"And I like asking questions, to keep learning; people with big egos might not want to look unsure"
About this Quote
The subtext is a critique of culinary ego and, by extension, the broader masculine performance that often comes with elite craft. Kitchens have long run on hierarchy and theater; apprentices learn by watching, not by interrogating. Blumenthal, famous for turning cooking into experimentation (temperature probes, flavor chemistry, controlled chaos), legitimizes a different power structure: knowledge is provisional, and the smartest person in the room is the one still gathering data. "Big egos" aren't just annoying; they're obstacles to iteration. If you can't ask, you can't refine.

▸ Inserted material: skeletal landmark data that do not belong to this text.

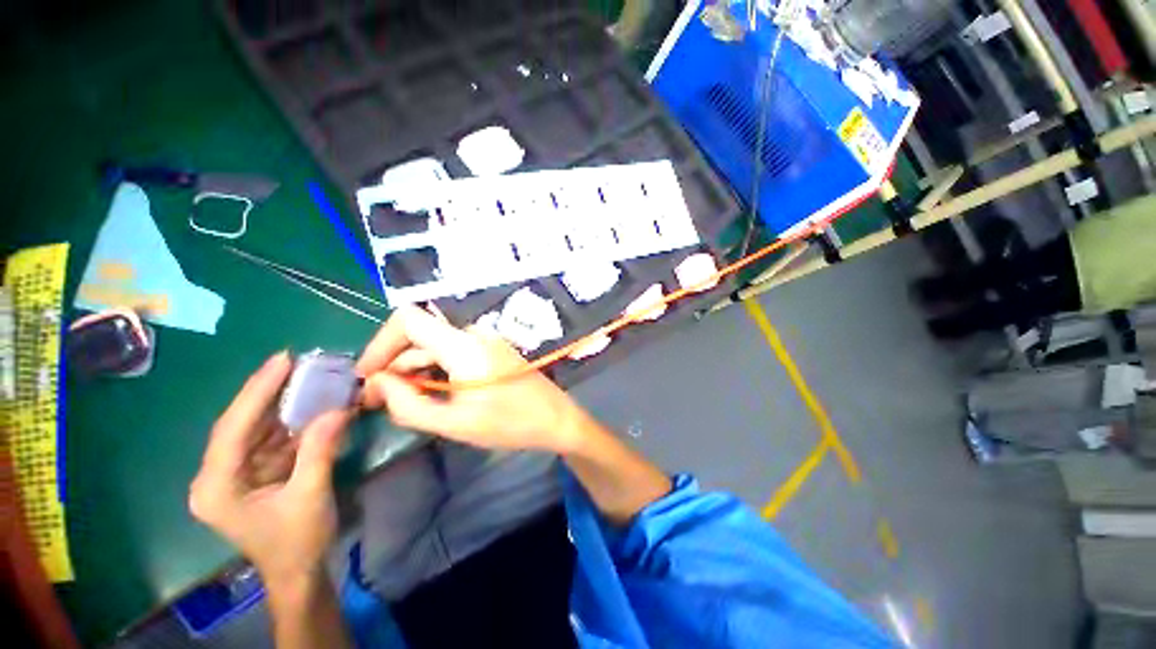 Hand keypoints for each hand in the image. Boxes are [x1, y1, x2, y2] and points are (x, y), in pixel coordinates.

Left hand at [189, 353, 350, 587]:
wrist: (299, 572)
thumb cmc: (298, 541)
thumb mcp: (310, 495)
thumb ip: (320, 449)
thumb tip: (339, 408)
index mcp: (216, 487)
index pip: (233, 428)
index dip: (257, 391)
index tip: (282, 360)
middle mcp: (217, 476)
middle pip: (241, 424)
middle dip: (268, 392)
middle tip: (295, 362)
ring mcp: (235, 475)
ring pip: (256, 428)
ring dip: (283, 404)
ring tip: (307, 377)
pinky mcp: (255, 474)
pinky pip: (271, 439)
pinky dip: (293, 422)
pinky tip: (311, 405)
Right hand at [357, 306, 588, 452]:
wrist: (555, 418)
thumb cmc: (511, 423)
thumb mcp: (455, 422)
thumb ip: (409, 405)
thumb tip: (378, 383)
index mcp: (464, 345)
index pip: (408, 320)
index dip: (379, 344)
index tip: (366, 377)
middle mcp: (473, 334)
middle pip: (419, 335)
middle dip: (392, 364)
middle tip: (376, 400)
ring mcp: (483, 340)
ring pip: (434, 345)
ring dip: (411, 368)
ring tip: (398, 400)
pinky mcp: (489, 349)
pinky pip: (451, 351)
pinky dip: (432, 368)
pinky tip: (426, 392)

Context matters. Blumenthal came up as a disruptor in a moment when chefs began branding themselves as auteurs. His quote punctures the romance of the lone visionary and replaces it with something more modern: learning as a public act. It's also a subtle invitation to diners and fans to value process over posture - to admire the chef who keeps the lab coat on, even when the camera is rolling.
Quote Details
| Topic | Learning |
|---|---|
| Source | Help us find the source |
| Cite |
Citation Formats
APA Style (7th ed.)
Blumenthal, Heston. (2026, January 15). And I like asking questions, to keep learning; people with big egos might not want to look unsure. FixQuotes. https://fixquotes.com/quotes/and-i-like-asking-questions-to-keep-learning-11980/
Chicago Style
Blumenthal, Heston. "And I like asking questions, to keep learning; people with big egos might not want to look unsure." FixQuotes. January 15, 2026. https://fixquotes.com/quotes/and-i-like-asking-questions-to-keep-learning-11980/.
MLA Style (9th ed.)
"And I like asking questions, to keep learning; people with big egos might not want to look unsure." FixQuotes, 15 Jan. 2026, https://fixquotes.com/quotes/and-i-like-asking-questions-to-keep-learning-11980/. Accessed 12 Feb. 2026.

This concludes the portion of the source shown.